Bagus Prihantoro Nugroho - detikNews
Jakarta - Pendidikan merupakan hal mendasar yang menjadi hak setiap orang di mana pun dan kapan pun. Setidaknya bagi Tante Beiby Sumanty (54) hal itu dia wujudkan dengan memberikan sarana rumah singgah dengan fasilitas pendidikan lengkap bernama ‘Sanggar Kolintang Bapontar’ di bilangan Setiabudi, Jakarta Selatan.
Di sela padat dan sesaknya bangunan kota Jakarta, terselip lahan seluas 5.000 meter persegi yang dimanfaatkan untuk menampung puluhan kaum miskin dan orang-orang tunawisma. Berawal dari rasa iba sejak 30 tahun silam, Tante Beiby menampung para tunawisma untuk diberikan bekal hidup bermasyarakat.
“Jadi awalnya setelah saya sekolah di Bandung, saya pindah ke Jakarta tahun 1984. Di sini saya memanfaatkan rumah untuk menampung anak-anak jalanan. Awalnya sih hanya satu atau dua, tapi lama-lama mereka datang dan pergi jadi semakin banyak,” ujar Tante Beiby di Sanggar Kolintang Bapontar, Jl Karet Sawah 212, Setiabudi, Jakarta Selatan, Rabu (30/4/2014).
Selain tempat tinggal gratis, sosok yang mendedikasikan hari-harinya untuk sanggar ini juga menyediakan makanan bagi anak-anak jalanan secara gratis. Tak berhenti di situ saja, dana untuk pendidikan pun dia berikan untuk mereka yang menumpang tinggal.
“Karena kalau hanya menampung saja kan namanya tidak mendidik, mereka merasa disuapi saja. Saya inginnya memberi pendidikan budi pekerti sehingga mereka ini punya sangu (bekal) untuk hidup bermasyarakat,” tutur Tante Beiby.
Hari berganti, bukan hanya anak jalanan saja yang ditampung Tante Beiby, bahkan residivis kelas kakap pun ditampungnya.

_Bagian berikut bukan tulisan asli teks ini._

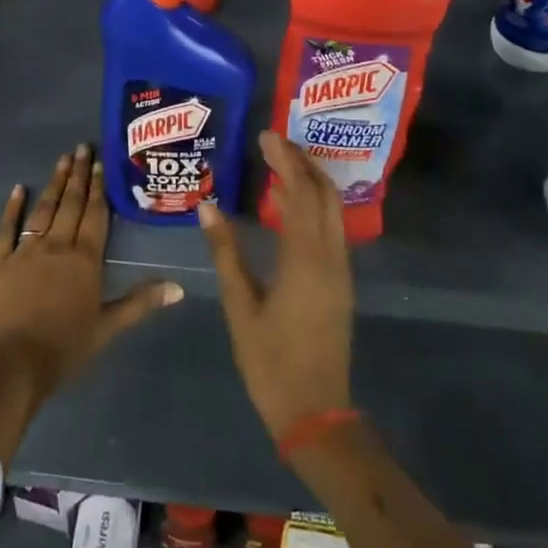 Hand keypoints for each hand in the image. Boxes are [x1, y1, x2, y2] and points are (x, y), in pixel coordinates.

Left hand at [0, 144, 181, 462]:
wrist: (14, 364)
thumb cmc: (65, 347)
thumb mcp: (108, 327)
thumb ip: (141, 302)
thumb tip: (179, 287)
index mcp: (85, 259)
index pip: (95, 215)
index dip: (99, 187)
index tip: (101, 162)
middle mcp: (56, 245)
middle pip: (71, 204)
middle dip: (79, 174)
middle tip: (82, 147)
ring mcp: (25, 251)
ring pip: (43, 210)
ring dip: (54, 184)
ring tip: (62, 160)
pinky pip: (6, 228)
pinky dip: (12, 208)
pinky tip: (19, 189)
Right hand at [199, 132, 353, 440]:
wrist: (315, 411)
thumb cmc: (271, 362)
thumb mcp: (240, 306)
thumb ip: (225, 253)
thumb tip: (207, 207)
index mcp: (306, 260)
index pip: (300, 194)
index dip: (285, 161)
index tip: (266, 136)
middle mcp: (331, 257)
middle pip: (325, 194)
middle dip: (302, 162)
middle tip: (273, 142)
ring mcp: (341, 270)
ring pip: (333, 210)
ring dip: (311, 181)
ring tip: (279, 163)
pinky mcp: (340, 282)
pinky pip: (331, 229)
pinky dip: (314, 206)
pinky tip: (288, 205) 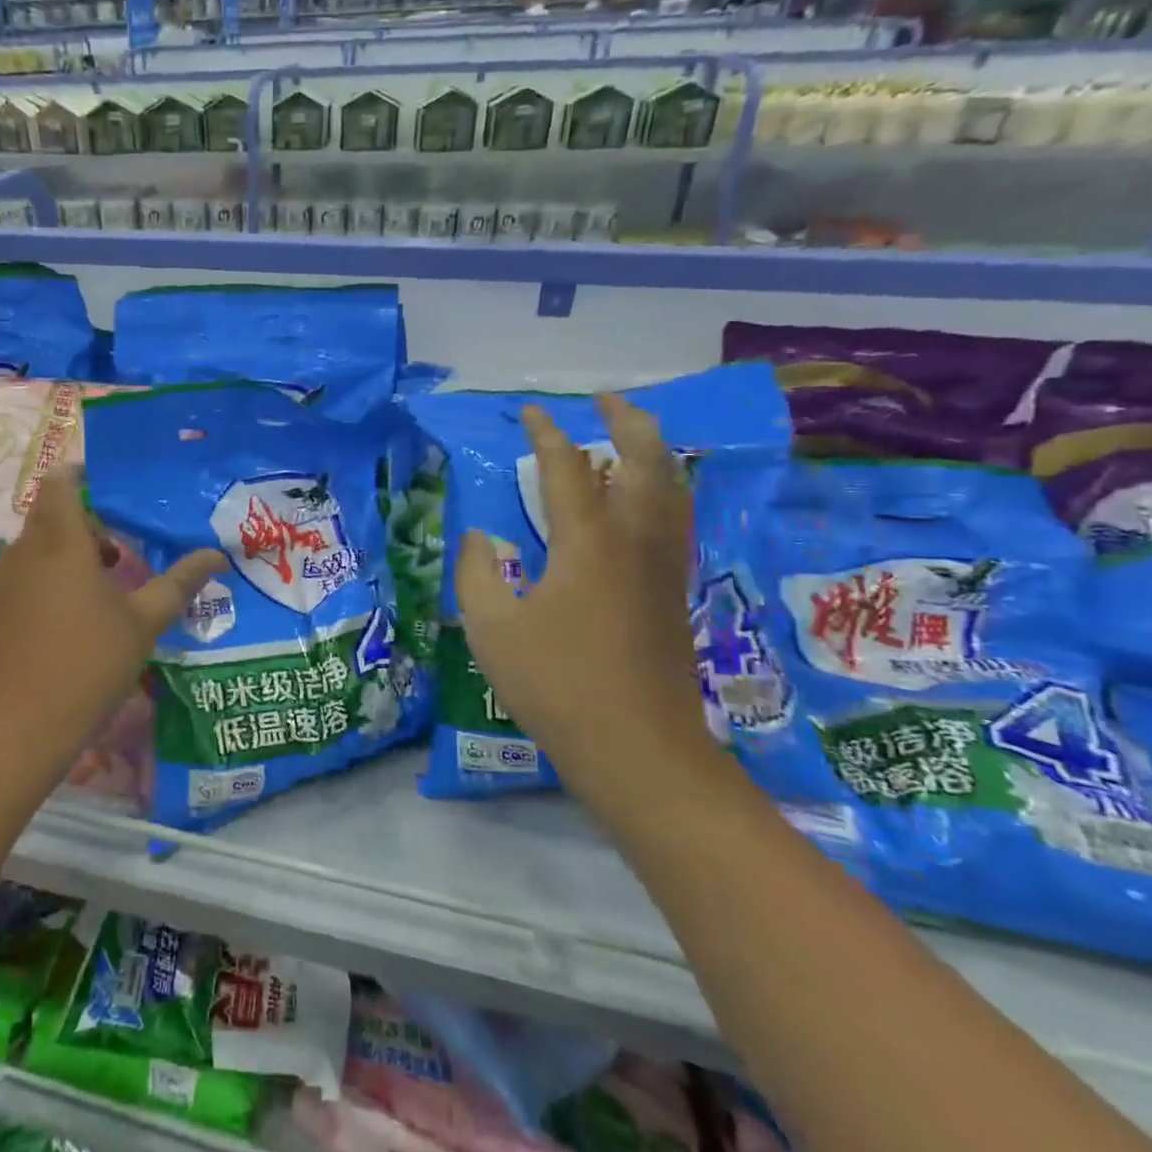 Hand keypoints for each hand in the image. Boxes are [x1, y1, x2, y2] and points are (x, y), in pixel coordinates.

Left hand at [0, 467, 225, 745]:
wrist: (18, 725)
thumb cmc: (90, 663)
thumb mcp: (144, 622)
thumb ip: (180, 583)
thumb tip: (217, 556)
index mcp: (62, 542)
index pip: (60, 483)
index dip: (79, 475)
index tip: (108, 490)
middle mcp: (24, 553)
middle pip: (48, 516)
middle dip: (81, 524)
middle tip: (117, 553)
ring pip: (32, 551)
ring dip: (62, 557)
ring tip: (95, 593)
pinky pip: (17, 583)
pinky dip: (40, 587)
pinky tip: (60, 628)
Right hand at [455, 394, 712, 785]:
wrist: (639, 750)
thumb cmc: (556, 684)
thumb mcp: (491, 627)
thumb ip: (477, 572)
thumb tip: (481, 537)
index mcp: (588, 543)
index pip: (567, 469)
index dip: (547, 435)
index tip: (530, 412)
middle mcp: (635, 542)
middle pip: (647, 463)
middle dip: (628, 423)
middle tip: (605, 401)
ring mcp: (663, 568)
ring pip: (672, 490)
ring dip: (653, 452)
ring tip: (630, 437)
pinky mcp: (673, 594)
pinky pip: (674, 519)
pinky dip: (660, 490)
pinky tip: (642, 501) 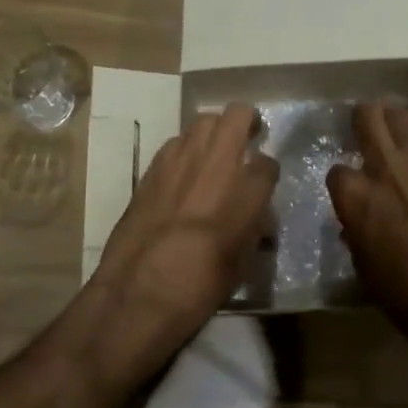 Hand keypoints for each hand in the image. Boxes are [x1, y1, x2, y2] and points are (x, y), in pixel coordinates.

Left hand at [89, 104, 278, 368]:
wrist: (139, 292)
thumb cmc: (200, 286)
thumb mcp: (243, 262)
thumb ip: (253, 226)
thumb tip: (255, 214)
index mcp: (248, 190)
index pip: (268, 162)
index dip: (268, 171)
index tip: (264, 181)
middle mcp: (217, 163)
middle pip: (238, 115)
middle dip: (247, 122)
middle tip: (248, 138)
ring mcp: (181, 159)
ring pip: (204, 120)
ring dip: (215, 130)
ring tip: (214, 151)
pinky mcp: (152, 167)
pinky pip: (176, 142)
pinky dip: (186, 148)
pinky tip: (184, 171)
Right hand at [327, 103, 407, 324]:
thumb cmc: (404, 292)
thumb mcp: (363, 265)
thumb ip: (356, 230)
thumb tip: (357, 221)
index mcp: (356, 194)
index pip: (337, 170)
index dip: (342, 180)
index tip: (349, 190)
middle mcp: (386, 166)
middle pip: (370, 114)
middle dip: (365, 116)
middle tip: (367, 125)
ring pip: (407, 121)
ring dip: (400, 133)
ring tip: (403, 151) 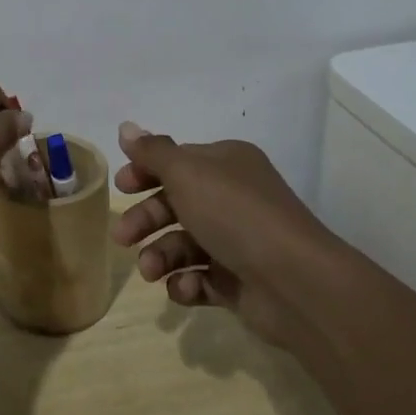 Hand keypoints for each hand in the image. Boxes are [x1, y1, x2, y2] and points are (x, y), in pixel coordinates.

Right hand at [110, 121, 324, 347]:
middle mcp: (232, 198)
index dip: (146, 171)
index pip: (177, 161)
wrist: (294, 282)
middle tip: (123, 237)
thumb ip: (153, 152)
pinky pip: (200, 279)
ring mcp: (237, 242)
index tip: (121, 187)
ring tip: (151, 271)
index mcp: (226, 164)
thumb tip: (126, 127)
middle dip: (146, 219)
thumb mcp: (187, 173)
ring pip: (184, 244)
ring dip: (160, 255)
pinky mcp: (238, 282)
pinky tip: (182, 288)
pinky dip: (185, 283)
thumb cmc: (235, 214)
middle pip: (175, 203) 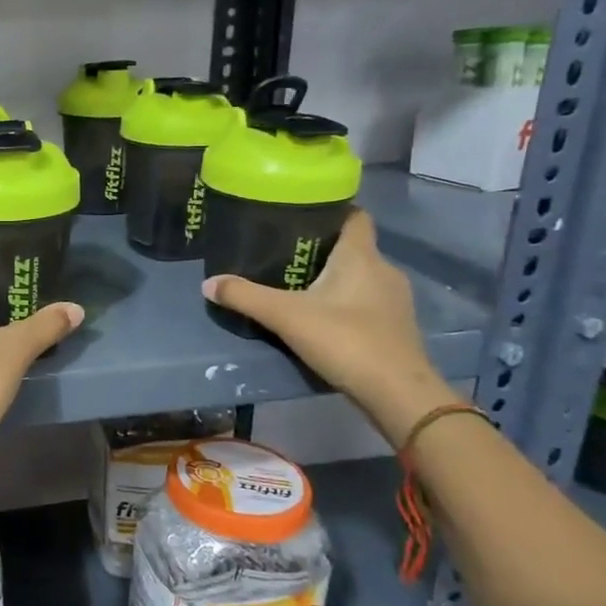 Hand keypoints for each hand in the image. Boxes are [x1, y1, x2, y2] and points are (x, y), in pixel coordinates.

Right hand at [201, 209, 455, 444]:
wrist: (398, 394)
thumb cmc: (345, 341)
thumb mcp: (285, 316)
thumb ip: (245, 297)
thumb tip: (208, 283)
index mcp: (361, 256)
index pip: (354, 216)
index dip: (331, 211)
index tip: (301, 215)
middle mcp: (384, 270)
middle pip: (353, 247)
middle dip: (322, 249)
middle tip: (285, 254)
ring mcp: (395, 300)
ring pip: (361, 276)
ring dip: (334, 278)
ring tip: (298, 286)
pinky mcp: (397, 327)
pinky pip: (367, 301)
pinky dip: (346, 303)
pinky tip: (323, 318) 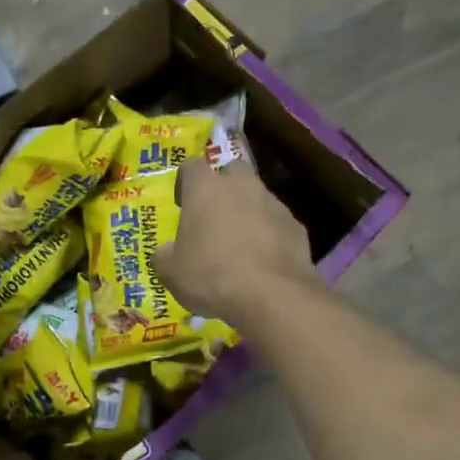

Sebagai pendidik yang tak menyandang predikat ‘tenaga pengajar’, Tante Beiby tak memilih-milih siapa muridnya.
“Seperti misalnya saya punya anak didik bernama Ronny, walaupun usianya jauh lebih tua daripada saya tapi saya selalu mengajarkan hal-hal yang kecil. Misalnya saja untuk tidak merokok di sembarang tempat umum, tidak meludah sembarangan, sampai mengajarkan untuk mencuci piring setelah makan. Padahal Ronny ini sudah keluar masuk penjara berkali-kali atas kasus pembunuhan,” kata Tante Beiby
Tante Beiby bersyukur bahwa sang suami yang bekerja sebagai karyawan swasta itu memberikan dukungan besar atas niat baik dirinya menampung orang-orang yang nyaris tak dipandang oleh kebanyakan masyarakat. Tanpa dukungan suami dan donatur, Tante Beiby mengaku tak akan langgeng dalam memberantas kebodohan dan memerangi kemiskinan seperti ini.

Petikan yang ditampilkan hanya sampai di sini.